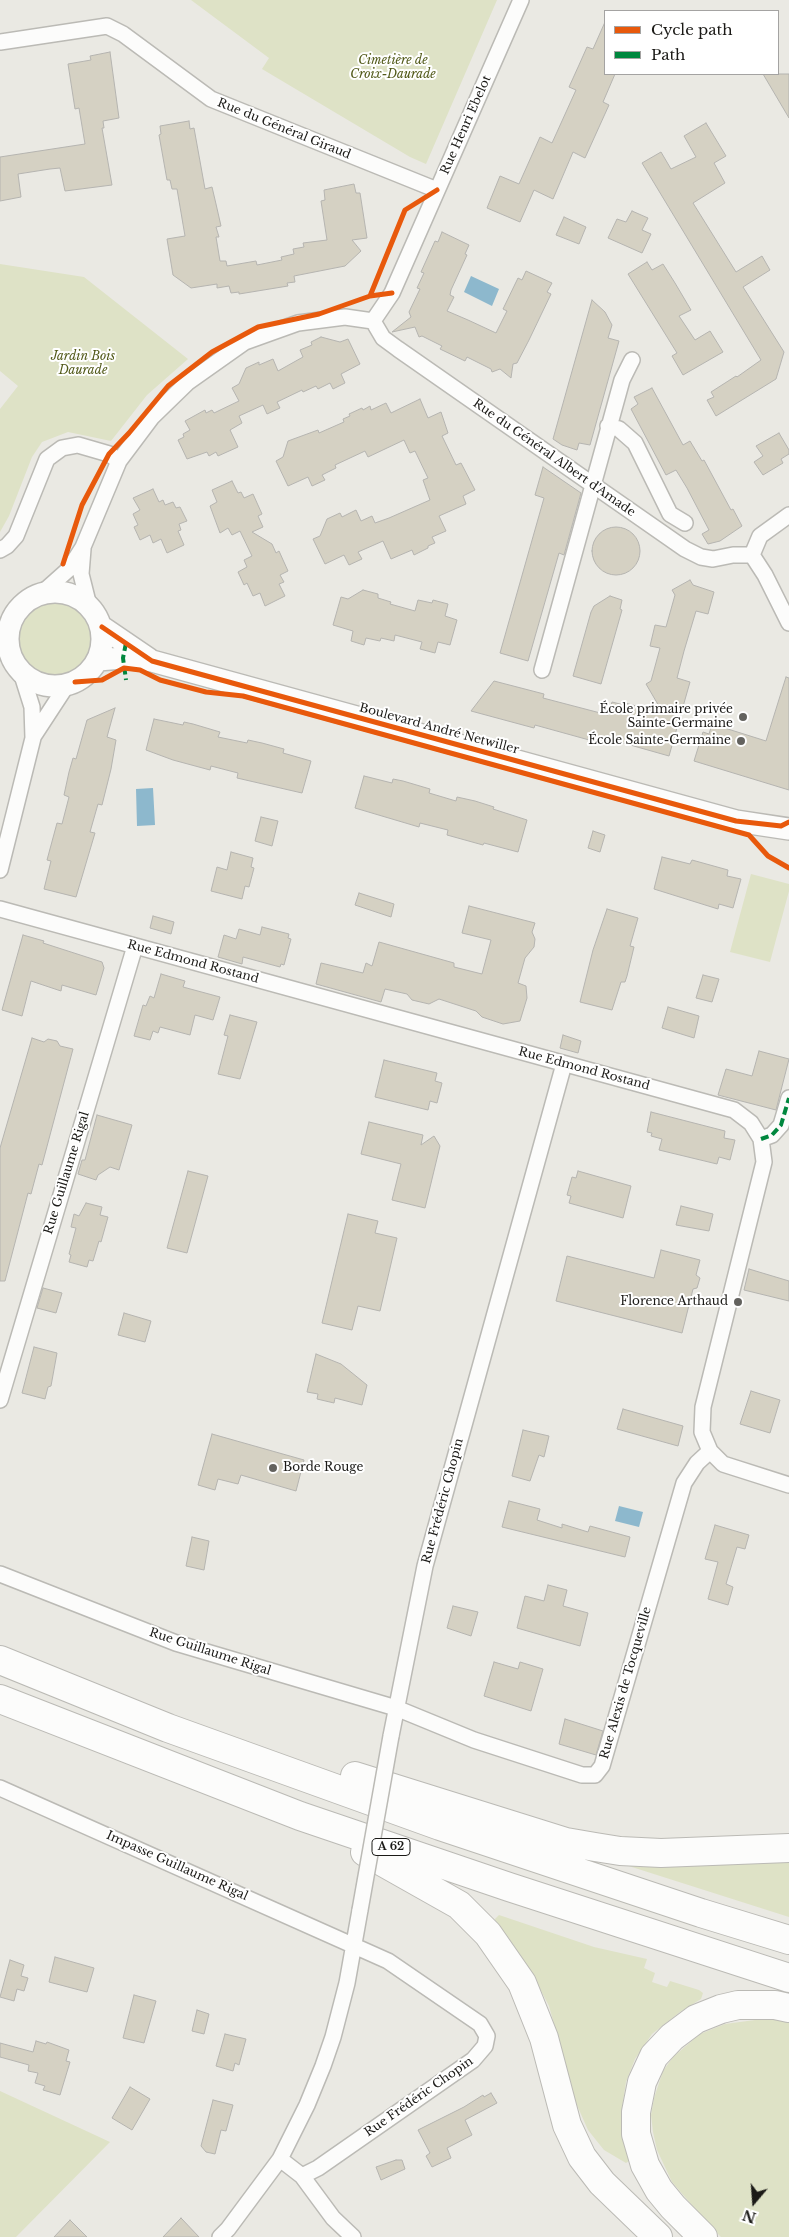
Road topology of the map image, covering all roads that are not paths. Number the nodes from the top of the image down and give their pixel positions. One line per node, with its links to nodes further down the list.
1 (521, 0): 3 (street, Rue Henri Ebelot)
2 (0, 42): 3 (street, Rue du Général Giraud)
3 (437, 190): 4 (street, Rue Henri Ebelot)
4 (373, 321): 7 (street); 8 (street, Rue du Général Albert d'Amade)
5 (632, 360): 6 (street)
6 (608, 426): 8 (street); 10 (street)
7 (119, 461): 11 (street); 12 (street)
8 (593, 485): 13 (street, Rue du Général Albert d'Amade); 22 (street)
9 (789, 515): 13 (street)
10 (685, 523)
11 (83, 547): 14 (street); 15 (street)
12 (0, 550)
13 (752, 555): 17 (street)
14 (41, 594): 15 (main road); 16 (main road)
15 (89, 606): 18 (main road)
16 (9, 608): 19 (main road)
17 (789, 623)
18 (102, 627): 20 (main road); 21 (main road, Boulevard André Netwiller)
19 (4, 633): 23 (main road)
20 (98, 660): 21 (main road, Boulevard André Netwiller); 24 (main road)
21 (152, 661): 26 (main road, Boulevard André Netwiller)
22 (542, 670)
23 (21, 672): 24 (main road); 25 (street)
24 (67, 685): 25 (street)
25 (33, 738): 29 (street)
26 (736, 821): 27 (main road, Boulevard André Netwiller); 28 (main road, Boulevard André Netwiller)
27 (789, 829)
28 (789, 844)
29 (0, 870)
30 (0, 909): 31 (street, Rue Edmond Rostand)
31 (135, 946): 32 (street, Rue Edmond Rostand); 35 (street, Rue Guillaume Rigal)
32 (564, 1064): 34 (street, Rue Edmond Rostand); 42 (street, Rue Frédéric Chopin)
33 (789, 1098): 34 (street)
34 (761, 1139): 36 (street)
35 (0, 1400)
36 (710, 1451): 37 (street); 42 (street, Rue Alexis de Tocqueville)
37 (789, 1484)
38 (0, 1574): 42 (street, Rue Guillaume Rigal)
39 (0, 1660): 40 (highway)
40 (71, 1689): 45 (highway); 46 (highway)
41 (0, 1699): 44 (highway, A 62)
42 (396, 1708): 47 (street, Rue Frédéric Chopin, bridge)
43 (0, 1788): 47 (street, Impasse Guillaume Rigal)
44 (300, 1816): 48 (highway, A 62); 54 (highway)
45 (789, 1848)
46 (789, 1940)
47 (354, 1945): 50 (street, Rue Frédéric Chopin); 51 (street, Rue Frédéric Chopin)
48 (789, 1978)
49 (789, 2008): 55 (highway)
50 (280, 2159): 51 (street); 52 (street, Rue Frédéric Chopin)
51 (302, 2176): 53 (street)
52 (220, 2237)
53 (353, 2237)
54 (658, 2237)
55 (702, 2237)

■ EXERCISE ■
Transcribe every line of the records exactly. Pictures do not belong in the copy.

■ SOLVED EXERCISE ■
Road topology of the map image, covering all roads that are not paths. Number the nodes from the top of the image down and give their pixel positions. One line per node, with its links to nodes further down the list.
1 (521, 0): 3 (street, Rue Henri Ebelot)
2 (0, 42): 3 (street, Rue du Général Giraud)
3 (437, 190): 4 (street, Rue Henri Ebelot)
4 (373, 321): 7 (street); 8 (street, Rue du Général Albert d'Amade)
5 (632, 360): 6 (street)
6 (608, 426): 8 (street); 10 (street)
7 (119, 461): 11 (street); 12 (street)
8 (593, 485): 13 (street, Rue du Général Albert d'Amade); 22 (street)
9 (789, 515): 13 (street)
10 (685, 523)
11 (83, 547): 14 (street); 15 (street)
12 (0, 550)
13 (752, 555): 17 (street)
14 (41, 594): 15 (main road); 16 (main road)
15 (89, 606): 18 (main road)
16 (9, 608): 19 (main road)
17 (789, 623)
18 (102, 627): 20 (main road); 21 (main road, Boulevard André Netwiller)
19 (4, 633): 23 (main road)
20 (98, 660): 21 (main road, Boulevard André Netwiller); 24 (main road)
21 (152, 661): 26 (main road, Boulevard André Netwiller)
22 (542, 670)
23 (21, 672): 24 (main road); 25 (street)
24 (67, 685): 25 (street)
25 (33, 738): 29 (street)
26 (736, 821): 27 (main road, Boulevard André Netwiller); 28 (main road, Boulevard André Netwiller)
27 (789, 829)
28 (789, 844)
29 (0, 870)
30 (0, 909): 31 (street, Rue Edmond Rostand)
31 (135, 946): 32 (street, Rue Edmond Rostand); 35 (street, Rue Guillaume Rigal)
32 (564, 1064): 34 (street, Rue Edmond Rostand); 42 (street, Rue Frédéric Chopin)
33 (789, 1098): 34 (street)
34 (761, 1139): 36 (street)
35 (0, 1400)
36 (710, 1451): 37 (street); 42 (street, Rue Alexis de Tocqueville)
37 (789, 1484)
38 (0, 1574): 42 (street, Rue Guillaume Rigal)
39 (0, 1660): 40 (highway)
40 (71, 1689): 45 (highway); 46 (highway)
41 (0, 1699): 44 (highway, A 62)
42 (396, 1708): 47 (street, Rue Frédéric Chopin, bridge)
43 (0, 1788): 47 (street, Impasse Guillaume Rigal)
44 (300, 1816): 48 (highway, A 62); 54 (highway)
45 (789, 1848)
46 (789, 1940)
47 (354, 1945): 50 (street, Rue Frédéric Chopin); 51 (street, Rue Frédéric Chopin)
48 (789, 1978)
49 (789, 2008): 55 (highway)
50 (280, 2159): 51 (street); 52 (street, Rue Frédéric Chopin)
51 (302, 2176): 53 (street)
52 (220, 2237)
53 (353, 2237)
54 (658, 2237)
55 (702, 2237)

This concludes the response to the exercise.